▶ Exercise: Exclude all pictures from your copy of the data below, which should otherwise match exactly.

▶ Extracted data entries:
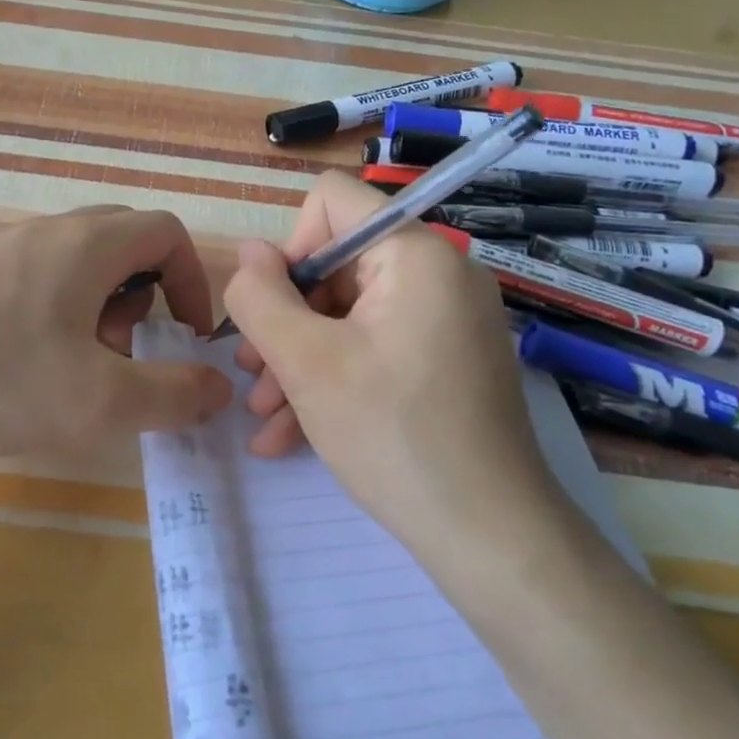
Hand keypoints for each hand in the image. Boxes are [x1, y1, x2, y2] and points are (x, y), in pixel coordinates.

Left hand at [0, 207, 233, 458]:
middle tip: (121, 349)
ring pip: (66, 258)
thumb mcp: (100, 403)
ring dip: (90, 303)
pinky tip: (9, 362)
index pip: (165, 232)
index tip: (185, 334)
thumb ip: (173, 395)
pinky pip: (19, 274)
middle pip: (117, 240)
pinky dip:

▶ Result of this task:
Hand keypoints for each hand in the image. Boxes are [x1, y1, x2, y2] and points are (x, y), in pixel coordinates.

Left hand at [0, 207, 233, 458]:
middle tip: (121, 349)
ring pip: (66, 258)
thumb mcp: (100, 403)
ring dip: (90, 303)
pinky tip: (9, 362)
index pip: (165, 232)
index tip: (185, 334)
thumb ip: (173, 395)
pinky pip: (19, 274)
middle pip: (117, 240)
pinky dip:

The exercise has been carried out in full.